24 Hours On The Slovenian Coast

21 Oct,2017    By

“Too soon the fruits of knowledge did I eat!
Where dripped their poison, faded all delight
I saw how honesty and truth could meet
Among the human kind with scorn and spite.
I sought true love – an empty dream and fleet,
Which disappeared as dawn broke into light!
And wisdom, justice and the learned mind
Were dowerless maids – no suitors could they find.”

Welcome to Slovenia, a country whose national hero is not a military man or political figure, but a poet. France Preseren not only wrote about loneliness, flawed humans and somber matters of the heart, but also love of his motherland. His home country eventually used his words for the Slovenian national anthem.
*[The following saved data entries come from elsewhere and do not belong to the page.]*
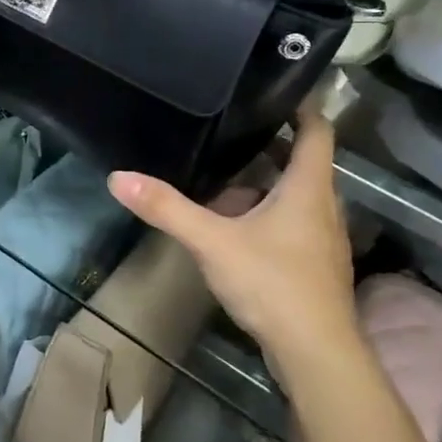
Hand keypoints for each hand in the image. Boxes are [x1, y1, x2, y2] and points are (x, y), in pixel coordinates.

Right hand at [108, 115, 357, 379]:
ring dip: (265, 182)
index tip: (276, 87)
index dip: (302, 105)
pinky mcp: (313, 265)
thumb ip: (167, 208)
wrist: (316, 355)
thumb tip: (118, 177)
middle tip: (230, 127)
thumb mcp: (212, 242)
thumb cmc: (273, 284)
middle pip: (302, 161)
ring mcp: (321, 238)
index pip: (317, 130)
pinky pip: (291, 223)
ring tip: (223, 173)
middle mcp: (323, 206)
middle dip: (270, 143)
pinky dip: (266, 212)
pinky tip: (234, 225)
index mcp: (308, 187)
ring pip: (295, 195)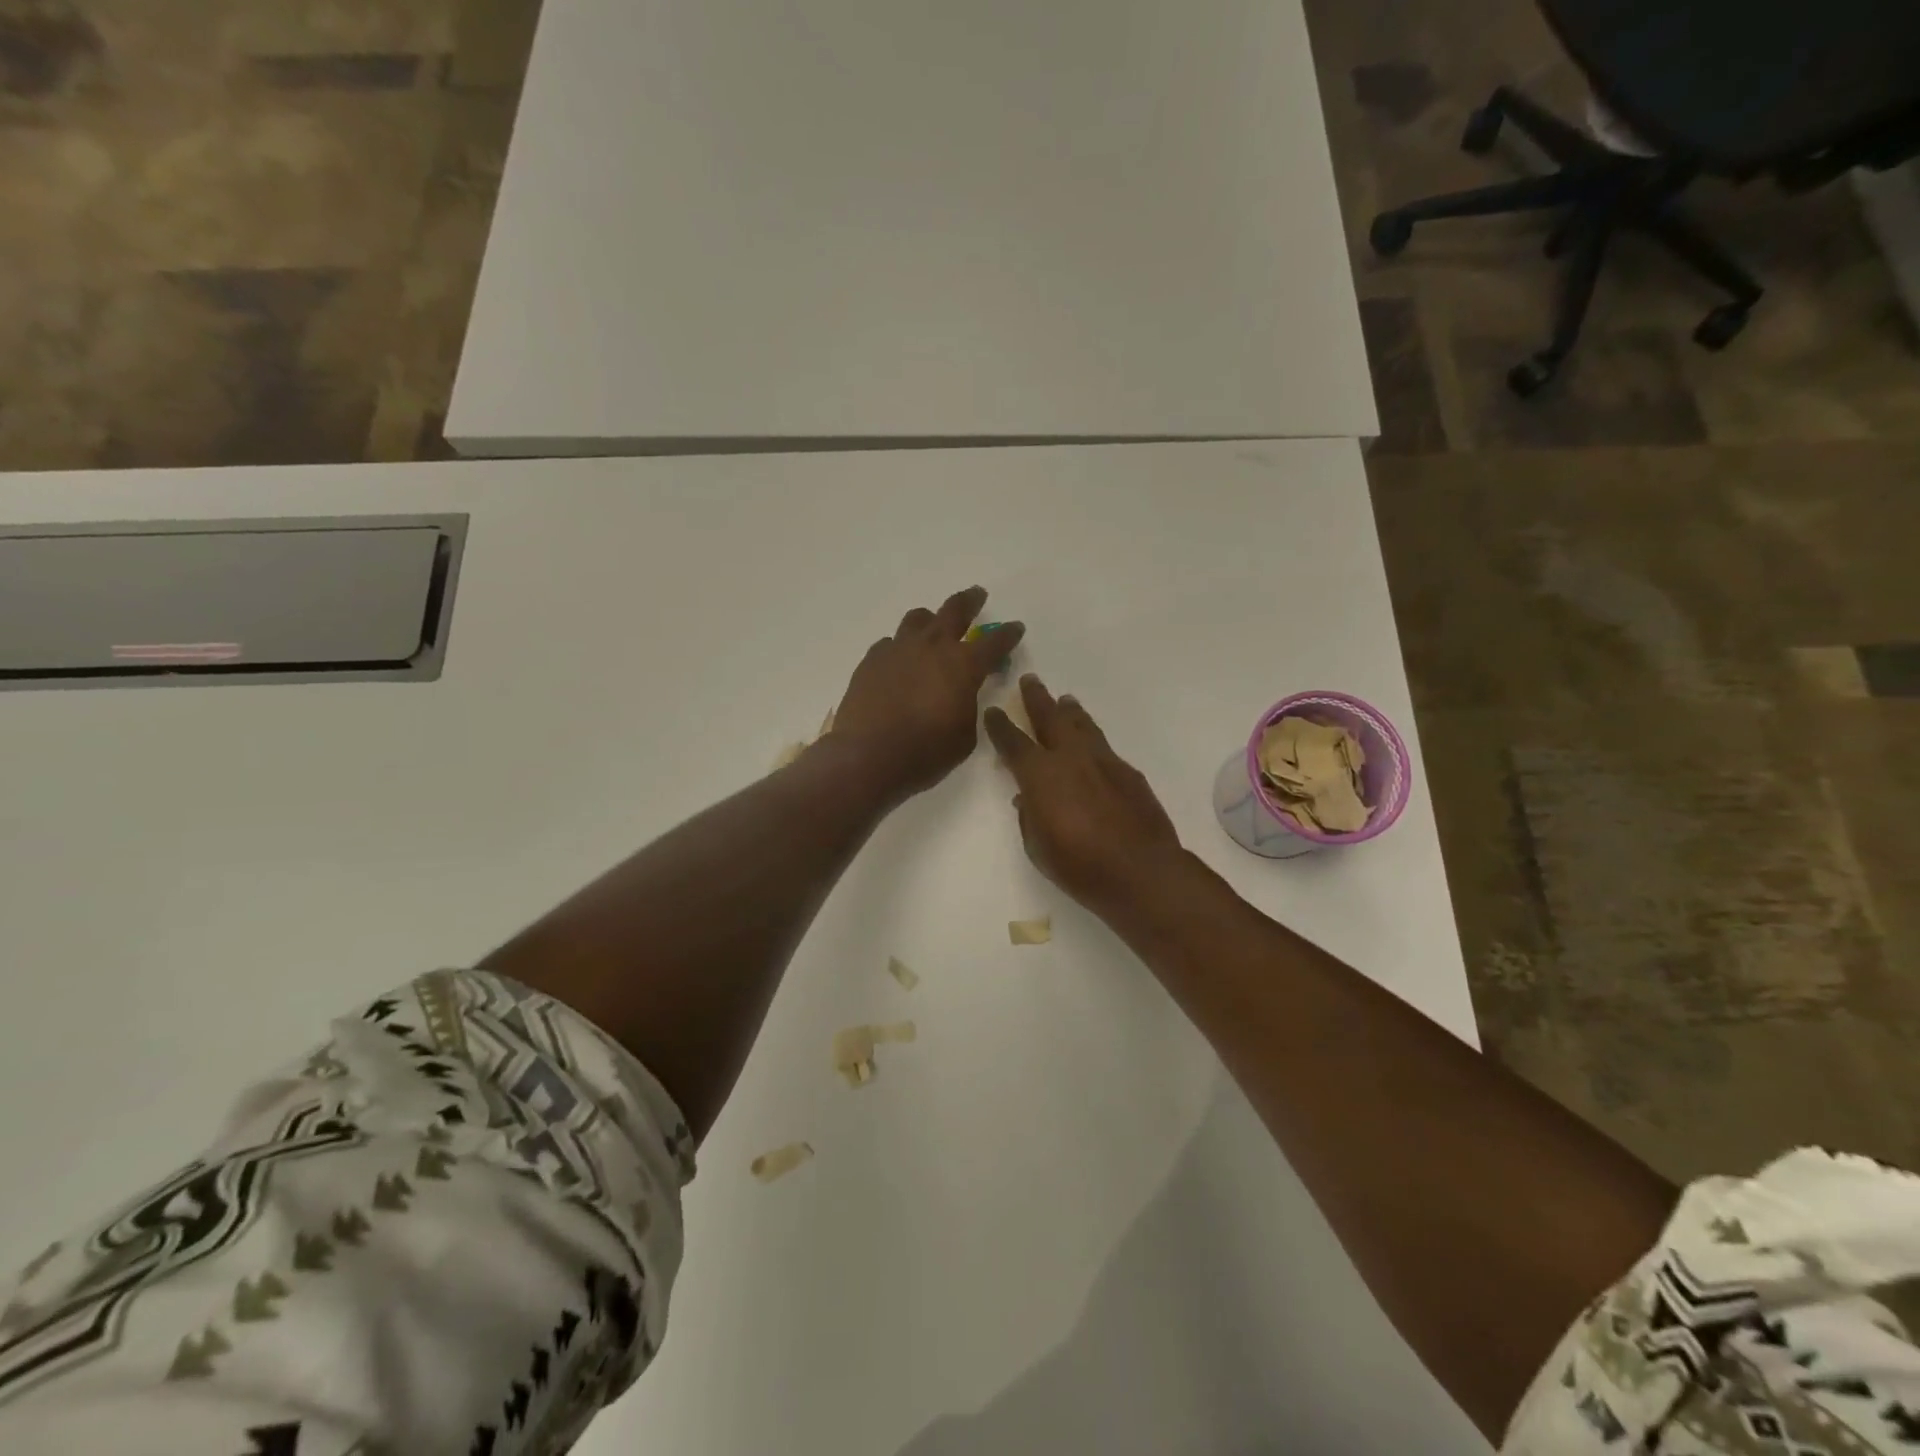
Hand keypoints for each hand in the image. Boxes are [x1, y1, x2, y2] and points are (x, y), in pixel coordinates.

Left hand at [831, 587, 1024, 802]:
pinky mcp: (871, 660)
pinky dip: (900, 648)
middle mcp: (932, 647)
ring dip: (930, 620)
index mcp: (963, 665)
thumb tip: (960, 694)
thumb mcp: (964, 736)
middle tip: (977, 595)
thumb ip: (967, 707)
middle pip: (955, 610)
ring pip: (917, 619)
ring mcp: (898, 649)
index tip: (1016, 627)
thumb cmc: (925, 752)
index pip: (994, 642)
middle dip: (970, 601)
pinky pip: (890, 643)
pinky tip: (899, 661)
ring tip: (931, 625)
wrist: (867, 757)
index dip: (1008, 634)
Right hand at [983, 675, 1182, 913]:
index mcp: (1040, 775)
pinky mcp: (1128, 772)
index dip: (1000, 726)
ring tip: (1065, 700)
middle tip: (1030, 680)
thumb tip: (1027, 799)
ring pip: (1082, 725)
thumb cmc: (1079, 865)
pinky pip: (1104, 746)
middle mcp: (1070, 758)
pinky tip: (1093, 745)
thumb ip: (1029, 816)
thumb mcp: (1038, 847)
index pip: (1013, 742)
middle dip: (1037, 698)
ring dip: (1070, 712)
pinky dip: (1092, 739)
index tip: (993, 712)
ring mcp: (1103, 761)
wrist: (1140, 871)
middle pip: (1050, 718)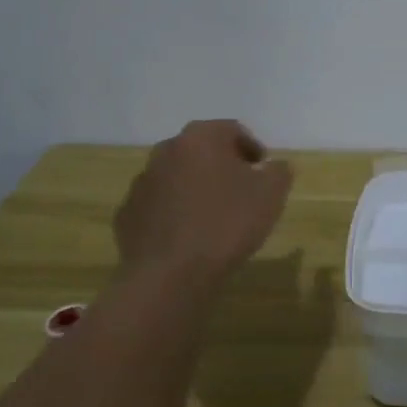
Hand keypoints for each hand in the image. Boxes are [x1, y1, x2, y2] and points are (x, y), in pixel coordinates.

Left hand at [114, 120, 292, 285]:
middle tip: (241, 191)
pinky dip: (174, 212)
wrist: (170, 275)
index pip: (232, 130)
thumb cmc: (226, 224)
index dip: (252, 148)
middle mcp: (166, 150)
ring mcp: (141, 182)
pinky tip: (188, 236)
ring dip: (196, 188)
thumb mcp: (271, 194)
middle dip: (222, 166)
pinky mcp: (127, 214)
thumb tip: (273, 166)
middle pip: (201, 150)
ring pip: (177, 176)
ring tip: (214, 216)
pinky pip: (158, 205)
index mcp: (200, 138)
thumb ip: (278, 171)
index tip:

The secret is out on Ljubljana, the unique Slovenian capital city where dragons are revered and super-friendly locals have crafted an exciting nightlife and cafe culture. Less people know of the coast, probably due to its small size, stretching only 43 kilometers in length. Although nearby Croatia catches more eyes from tourists, this was still a stunningly scenic drive with memorable sights.

Getting there

You can fly into Ljubljana, rent a car and drive ninety minutes to the coast. Alternatively, take a cheap flight to the little known Italian city of Trieste, set less than an hour from the Slovenian border. There are few issues crossing from Italy into Slovenia, in fact many Italians still live in this region and the two cultures have effectively blended together.

Festival season

May is the start of the European festival season. My mates and I stumbled upon one right after crossing the Slovenian border, in a pretty town called Izola. The beer and artichoke gelato were enticing, but what I kept focusing on was the live band showcasing the traditional regional music. Being a former player myself, the single-string washtub bass was the real highlight!

Seaside views

The coastal views were incredible. I witnessed a mix of seaside bliss and lush greenery. I’ve heard the Slovenian landscapes are some of the best in Europe, and I can’t disagree.

view of slovenian coast

view of slovenian coast

Classical music

What is this song? I know I’ve heard it but I can’t place where. I caught this free show in the main square of Piran, complete with an enthusiastic composer and a beautiful backdrop of the colorful buildings.

First experience with truffles

And maybe the last? I love the idea of truffle hunts, where dogs or pigs sniff them out and start digging. However, this expensive, upscale cuisine is just a bit too strong for my palate. The intense mushroom flavor predominates over the taste of other ingredients, and the odor even wafts onto adjacent plates.

Playtime at the beach

Slovenia isn’t typically known for its beaches, but a local pointed us in the direction of a really nice one. It was packed with sunbathers and multiple cafe options, and also a playground for kids…and adults? I never pass up the opportunity to act younger!

playground on slovenian beach

Car-free Piran

For those who dislike driving, put Piran on your bucket list. This is the most picturesque town on the Slovenian coast, maybe in part due to the lack of automobile pollution. Before arriving in Piran, you need to park your car in a garage and shuttle into town. For a serene seaside experience, this is the perfect place to spend the night.

piran, a lovely slovenian town

Underrated drink culture

Slovenia is already known for Lasko, one of the best local brews in Europe, in my opinion. On the coast you can also find the famous Istrian wine, and the ‘Hugo’, a refreshing summer drink that combines Prosecco with mint.

Sunset

Piran was beautiful this time of day. The light radiated off the water perfectly, completing the transition from the chill vibe of daytime to the more vibrant nightlife.

slovenian sunset

Midnight dances

I wrote previously of the kolo, a traditional folk dance in Slovenia that involves people forming a circle and dancing within its framework. Following an intimate dinner in Piran, a midnight walk was made more magical by witnessing a kolo in the main square.